§ ABOUT THIS EXERCISE
Only those lines in the data below from the line containing "middle mcp: (143, 100)" through the line containing "thumb ip: (76, 188)", both included, should be restated word for word.

Structured pose outputs
-=-=-

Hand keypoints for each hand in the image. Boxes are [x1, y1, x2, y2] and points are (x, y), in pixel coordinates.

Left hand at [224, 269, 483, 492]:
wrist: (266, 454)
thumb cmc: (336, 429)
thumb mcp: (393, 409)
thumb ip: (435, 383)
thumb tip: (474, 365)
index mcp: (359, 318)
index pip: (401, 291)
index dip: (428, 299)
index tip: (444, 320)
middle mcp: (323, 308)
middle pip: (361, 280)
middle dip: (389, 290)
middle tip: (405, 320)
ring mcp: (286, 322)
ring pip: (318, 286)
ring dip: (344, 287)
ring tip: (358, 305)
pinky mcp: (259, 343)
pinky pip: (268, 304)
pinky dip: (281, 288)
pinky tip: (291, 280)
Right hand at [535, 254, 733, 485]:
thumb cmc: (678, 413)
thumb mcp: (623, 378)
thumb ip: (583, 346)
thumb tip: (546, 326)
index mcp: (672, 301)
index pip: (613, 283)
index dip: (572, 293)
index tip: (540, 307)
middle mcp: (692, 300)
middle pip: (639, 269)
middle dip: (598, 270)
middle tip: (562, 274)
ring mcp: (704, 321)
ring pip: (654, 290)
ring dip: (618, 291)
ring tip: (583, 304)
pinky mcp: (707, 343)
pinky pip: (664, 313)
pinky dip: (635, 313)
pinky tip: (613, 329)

-=-=-

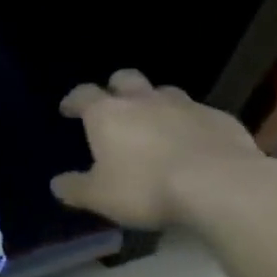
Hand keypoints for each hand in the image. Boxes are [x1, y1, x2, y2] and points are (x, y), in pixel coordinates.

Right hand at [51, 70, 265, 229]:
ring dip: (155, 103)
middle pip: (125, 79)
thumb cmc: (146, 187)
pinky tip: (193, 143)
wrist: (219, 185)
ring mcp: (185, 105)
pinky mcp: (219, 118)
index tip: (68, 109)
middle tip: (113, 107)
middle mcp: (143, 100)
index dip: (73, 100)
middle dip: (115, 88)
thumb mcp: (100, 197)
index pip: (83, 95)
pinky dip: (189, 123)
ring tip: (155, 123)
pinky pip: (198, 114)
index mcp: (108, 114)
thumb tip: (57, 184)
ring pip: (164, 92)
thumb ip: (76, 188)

-=-=-

§ RESPONSE TO THE TASK
middle mcp: (143, 100)
index dip: (73, 100)
middle dip: (115, 88)
thumb mcp: (100, 197)
index pip: (83, 95)
pinky dip: (189, 123)
ring tip: (155, 123)
pinky pip: (198, 114)
index mcp: (108, 114)
thumb tip: (57, 184)
ring pip: (164, 92)
thumb ip: (76, 188)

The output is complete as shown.